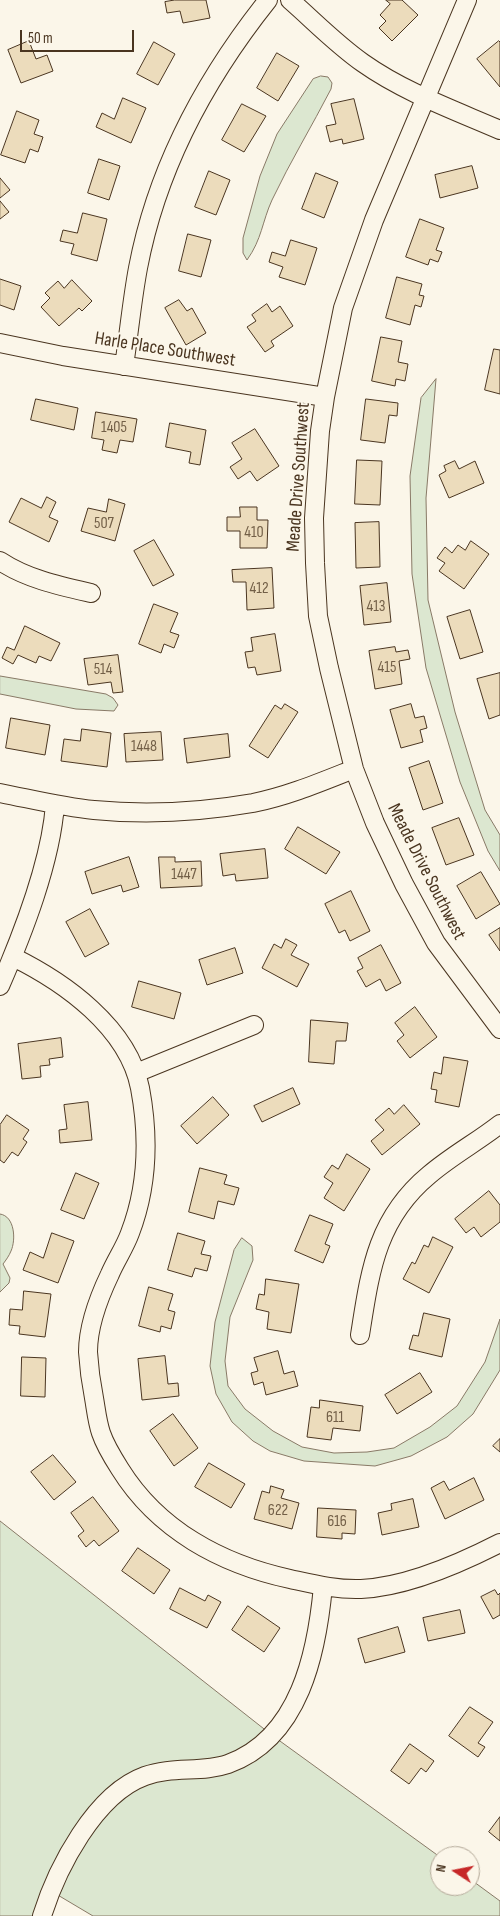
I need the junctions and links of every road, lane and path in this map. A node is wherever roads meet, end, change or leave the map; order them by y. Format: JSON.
{"nodes":[{"id":1,"x":268,"y":0,"type":"edge"},
{"id":2,"x":290,"y":0,"type":"edge"},
{"id":3,"x":467,"y":0,"type":"edge"},
{"id":4,"x":426,"y":98,"type":"junction"},
{"id":5,"x":500,"y":130,"type":"edge"},
{"id":6,"x":0,"y":343,"type":"edge"},
{"id":7,"x":124,"y":366,"type":"junction"},
{"id":8,"x":325,"y":397,"type":"junction"},
{"id":9,"x":0,"y":561,"type":"edge"},
{"id":10,"x":92,"y":593,"type":"dead end"},
{"id":11,"x":354,"y":769,"type":"junction"},
{"id":12,"x":0,"y":793,"type":"edge"},
{"id":13,"x":55,"y":804,"type":"junction"},
{"id":14,"x":13,"y":956,"type":"junction"},
{"id":15,"x":0,"y":986,"type":"edge"},
{"id":16,"x":254,"y":1025,"type":"dead end"},
{"id":17,"x":500,"y":1029,"type":"edge"},
{"id":18,"x":136,"y":1073,"type":"junction"},
{"id":19,"x":500,"y":1124,"type":"edge"},
{"id":20,"x":360,"y":1335,"type":"dead end"},
{"id":21,"x":500,"y":1543,"type":"edge"},
{"id":22,"x":323,"y":1586,"type":"junction"},
{"id":23,"x":42,"y":1916,"type":"edge"}],
"edges":[{"from":1,"to":7,"type":"street"},
{"from":2,"to":4,"type":"street"},
{"from":3,"to":4,"type":"street","name":"Meade Drive Southwest"},
{"from":4,"to":5,"type":"street"},
{"from":4,"to":8,"type":"street","name":"Meade Drive Southwest"},
{"from":6,"to":7,"type":"street","name":"Harle Place Southwest"},
{"from":7,"to":8,"type":"street","name":"Harle Place Southwest"},
{"from":8,"to":11,"type":"street","name":"Meade Drive Southwest"},
{"from":9,"to":10,"type":"street"},
{"from":11,"to":13,"type":"street"},
{"from":11,"to":17,"type":"street","name":"Meade Drive Southwest"},
{"from":12,"to":13,"type":"street"},
{"from":13,"to":14,"type":"street"},
{"from":14,"to":15,"type":"street"},
{"from":14,"to":18,"type":"street"},
{"from":16,"to":18,"type":"street"},
{"from":18,"to":22,"type":"street"},
{"from":19,"to":20,"type":"street"},
{"from":21,"to":22,"type":"street"},
{"from":22,"to":23,"type":"street"}]}
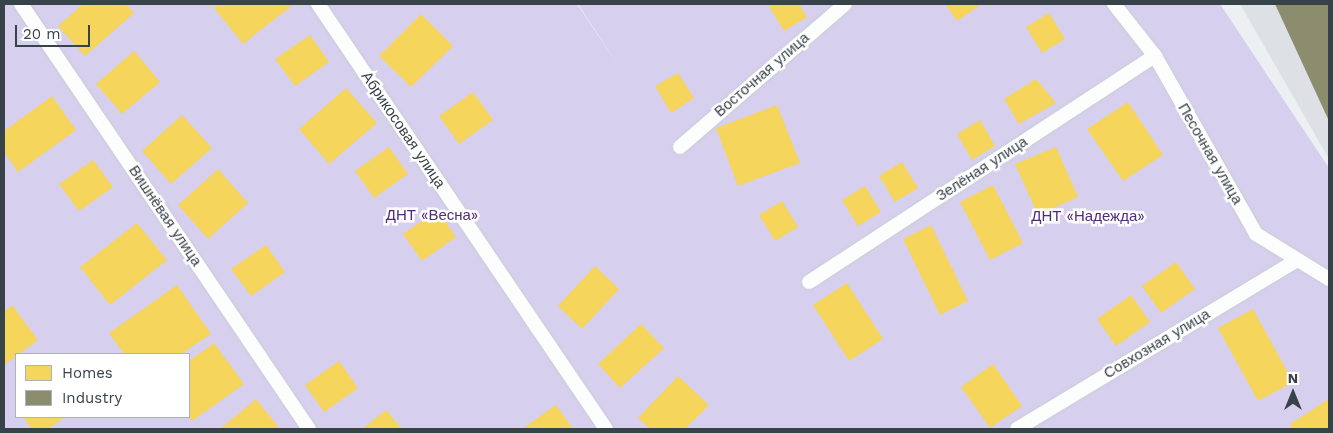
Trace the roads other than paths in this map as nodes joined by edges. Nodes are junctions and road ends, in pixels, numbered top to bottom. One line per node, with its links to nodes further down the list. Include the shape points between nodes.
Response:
1 (21, 4): 10 (lane, Вишнёвая улица)
2 (318, 4): 11 (lane, Абрикосовая улица)
3 (845, 4): 6 (lane, Восточная улица)
4 (1114, 4): 5 (lane, Песочная улица)
5 (1155, 56): 7 (lane, Песочная улица, via 1256,234); 9 (lane, Зелёная улица)
6 (680, 147)
7 (1297, 260): 8 (lane, Песочная улица); 12 (lane, Совхозная улица)
8 (1329, 279)
9 (809, 282)
10 (309, 429)
11 (606, 429)
12 (1017, 429)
___
If a record holds a picture, leave the picture out and copy the rest exactly.

I need the junctions and links of every road, lane and path in this map. A node is wherever roads meet, end, change or leave the map; order them by y. Format: JSON.
{"nodes":[{"id":1,"x":268,"y":0,"type":"edge"},
{"id":2,"x":290,"y":0,"type":"edge"},
{"id":3,"x":467,"y":0,"type":"edge"},
{"id":4,"x":426,"y":98,"type":"junction"},
{"id":5,"x":500,"y":130,"type":"edge"},
{"id":6,"x":0,"y":343,"type":"edge"},
{"id":7,"x":124,"y":366,"type":"junction"},
{"id":8,"x":325,"y":397,"type":"junction"},
{"id":9,"x":0,"y":561,"type":"edge"},
{"id":10,"x":92,"y":593,"type":"dead end"},
{"id":11,"x":354,"y":769,"type":"junction"},
{"id":12,"x":0,"y":793,"type":"edge"},
{"id":13,"x":55,"y":804,"type":"junction"},
{"id":14,"x":13,"y":956,"type":"junction"},
{"id":15,"x":0,"y":986,"type":"edge"},
{"id":16,"x":254,"y":1025,"type":"dead end"},
{"id":17,"x":500,"y":1029,"type":"edge"},
{"id":18,"x":136,"y":1073,"type":"junction"},
{"id":19,"x":500,"y":1124,"type":"edge"},
{"id":20,"x":360,"y":1335,"type":"dead end"},
{"id":21,"x":500,"y":1543,"type":"edge"},
{"id":22,"x":323,"y":1586,"type":"junction"},
{"id":23,"x":42,"y":1916,"type":"edge"}],
"edges":[{"from":1,"to":7,"type":"street"},
{"from":2,"to":4,"type":"street"},
{"from":3,"to":4,"type":"street","name":"Meade Drive Southwest"},
{"from":4,"to":5,"type":"street"},
{"from":4,"to":8,"type":"street","name":"Meade Drive Southwest"},
{"from":6,"to":7,"type":"street","name":"Harle Place Southwest"},
{"from":7,"to":8,"type":"street","name":"Harle Place Southwest"},
{"from":8,"to":11,"type":"street","name":"Meade Drive Southwest"},
{"from":9,"to":10,"type":"street"},
{"from":11,"to":13,"type":"street"},
{"from":11,"to":17,"type":"street","name":"Meade Drive Southwest"},
{"from":12,"to":13,"type":"street"},
{"from":13,"to":14,"type":"street"},
{"from":14,"to":15,"type":"street"},
{"from":14,"to":18,"type":"street"},
{"from":16,"to":18,"type":"street"},
{"from":18,"to":22,"type":"street"},
{"from":19,"to":20,"type":"street"},
{"from":21,"to":22,"type":"street"},
{"from":22,"to":23,"type":"street"}]}
Trace the roads other than paths in this map as nodes joined by edges. Nodes are junctions and road ends, in pixels, numbered top to bottom. One line per node, with its links to nodes further down the list. Include the shape points between nodes.
Response:
1 (21, 4): 10 (lane, Вишнёвая улица)
2 (318, 4): 11 (lane, Абрикосовая улица)
3 (845, 4): 6 (lane, Восточная улица)
4 (1114, 4): 5 (lane, Песочная улица)
5 (1155, 56): 7 (lane, Песочная улица, via 1256,234); 9 (lane, Зелёная улица)
6 (680, 147)
7 (1297, 260): 8 (lane, Песочная улица); 12 (lane, Совхозная улица)
8 (1329, 279)
9 (809, 282)
10 (309, 429)
11 (606, 429)
12 (1017, 429)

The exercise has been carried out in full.